I get the feeling that a lot of readers will come away from the Paul Thomas Anderson chapters thinking of him as the ultimate obnoxious, demanding wunderkind, a paragon of arrogance demanding ever-higher budgets, ever-longer runtimes, and ever-finaler cut authority. But if the guy uses his high budgets, long runtimes, and final cuts to pump out pictures like
Boogie Nights,
Magnolia,
Punch-Drunk Love and
There Will Be Blood, does asking for them, no matter how forcefully, really count as arrogance? Waxman writes much about Anderson’s ongoing struggles with one particular executive, a symbol of the whole theme of “imperatives of art v. imperatives of commerce” that keeps coming up in my reading about this period — although nothing has ever totally convinced me of their direct opposition.
But don’t believe me! Listen to Soderbergh, who gives the book’s closing quote: “This is a story that goes back all the way to the beginning of cinema in this country, with the struggle for auteur filmmaking with the American cine-culture. That’s always been the battle. Between the belief that a director should be in creative control of a movie, as opposed to the person financing the film.” Hmm.
The book’s David Fincher seems both as contemptuous of everything that goes on in Hollywood except filmmaking as Anderson and as open about discussing it as Soderbergh. I found within myself a wellspring of respect for him while reading Waxman’s account of the production of
Fight Club, of all movies. (Note, however, that I’ve always held a pro-
Fight Club position, and not because I think it has serious things to say about “
consumerism.” If anything, it makes fun of the unfocused, intellectually bankrupt rage it depicts, and which its dimmer fans declare awesome, necessary, and even awesomely necessary.) Fincher’s quotes indicate one goal on his part and one goal only: to spend as much Hollywood money as possible making as un-Hollywood a picture as possible. In his own words, as he arranged them when he got the studio’s go-ahead, “Those idiots just green-lit a $75 million experimental movie.”

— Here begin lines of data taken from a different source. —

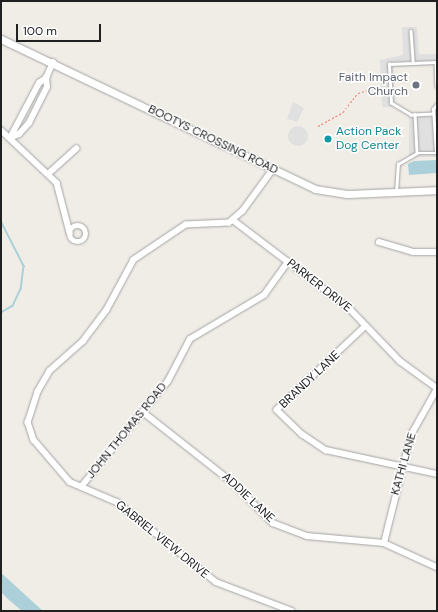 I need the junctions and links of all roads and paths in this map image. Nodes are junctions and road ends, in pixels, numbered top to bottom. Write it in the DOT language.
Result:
graph roads {
  1 [pos="411,31"];
  2 [pos="1,39"];
  3 [pos="53,62"];
  4 [pos="413,63"];
  5 [pos="46,78"];
  6 [pos="437,86"];
  7 [pos="372,89"];
  8 [pos="437,104"];
  9 [pos="415,114"];
  10 [pos="433,114"];
  11 [pos="318,126"];
  12 [pos="1,130"];
  13 [pos="10,138"];
  14 [pos="76,149"];
  15 [pos="417,154"];
  16 [pos="273,170"];
  17 [pos="48,174"];
  18 [pos="437,190"];
  19 [pos="396,192"];
  20 [pos="233,220"];
  21 [pos="70,233"];
  22 [pos="379,242"];
  23 [pos="437,252"];
  24 [pos="288,262"];
  25 [pos="366,326"];
  26 [pos="437,388"];
  27 [pos="143,412"];
  28 [pos="402,466"];
  29 [pos="437,474"];
  30 [pos="81,487"];
  31 [pos="384,543"];
  32 [pos="437,567"];
  33 [pos="292,611"];
  1 -- 4 [label="lane"];
  2 -- 3 [label="street, BOOTYS CROSSING ROAD"];
  3 -- 5 [label="street"];
  3 -- 16 [label="street, BOOTYS CROSSING ROAD"];
  4 -- 6 [label="lane"];
  4 -- 9 [label="lane"];
  5 -- 13 [label="street"];
  5 -- 13 [label="street"];
  7 -- 11 [label="path"];
  8 -- 10 [label="lane"];
  9 -- 10 [label="lane"];
  9 -- 15 [label="lane"];
  10 -- 15 [label="lane"];
  12 -- 13 [label="street"];
  13 -- 17 [label="street"];
  14 -- 17 [label="street"];
  15 -- 19 [label="lane"];
  16 -- 19 [label="street, BOOTYS CROSSING ROAD"];
  16 -- 20 [label="street"];
  17 -- 21 [label="street"];
  18 -- 19 [label="street, BOOTYS CROSSING ROAD"];
  20 -- 24 [label="street, PARKER DRIVE"];
  20 -- 30 [label="street, GABRIEL VIEW DRIVE"];
  22 -- 23 [label="street"];
  24 -- 25 [label="street, PARKER DRIVE"];
  24 -- 27 [label="street, JOHN THOMAS ROAD"];
  25 -- 26 [label="street, PARKER DRIVE"];
  25 -- 28 [label="street, BRANDY LANE"];
  26 -- 28 [label="street, KATHI LANE"];
  27 -- 30 [label="street, JOHN THOMAS ROAD"];
  27 -- 31 [label="street, ADDIE LANE"];
  28 -- 29 [label="street, BRANDY LANE"];
  28 -- 31 [label="street, KATHI LANE"];
  30 -- 33 [label="street, GABRIEL VIEW DRIVE"];
  31 -- 32 [label="street, ADDIE LANE"];
}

But David O. Russell, as Waxman portrays him, fascinates me more than anyone else. Maybe that happened because of all the stories about him getting into fistfights with producers or forcing George Clooney to do yoga breathing or looking up dresses or getting written off as a “weirdo” or taking his own photos from awards-ceremony stages. I certainly couldn’t drop the book when it got into the famously tormented
Three Kings shoot, not just because I quite like that movie — and its DVD, which I need to watch again soonish and which provided an important unit in my self-made film school when back, at age fifteen, I decided I want to make films myself — but because of the obvious all-consuming dedication it required of him. Man had to get
in the game, and it shows in the final product.
Alas, the
Three Kings stuff also turns out to be the closest Waxman gets to discussing the actual process of making a film. Most of the book treats it as a black box surrounded by a web of time-sensitive financial dealings (both under- and over-handed) and endless personal strife for the artist. It can tell you about Harrison Ford’s waffling about joining the cast of
Traffic or Anderson’s locking himself in the editing room and denying studio stooges access or Jonze’s fashioning a half-floor out of an existing office building or Russell’s insistence on shooting on Ektachrome or
Fight Club’s apocalyptic test screenings, but the real substance of cinematic creation — the stuff that doesn’t necessarily make for juicy anecdotes — goes missing.
This surprises me in an otherwise crazy-enjoyable book about these particular directors, but certain moments give the game way. Though I do sense sense a genuine admiration for the work of Tarantino, Soderbergh, Anderson, Russell, Jonze, and Fincher, I can’t quite forget the times Waxman lets slip with sentences like, “The glacially paced and icily shot
Solaris was a remake of an Andre [
sic] Tarkovsky film that made all but the most dedicated art-house movie lovers fall asleep” — sentences which exhibit about five different levels of philistinism at once.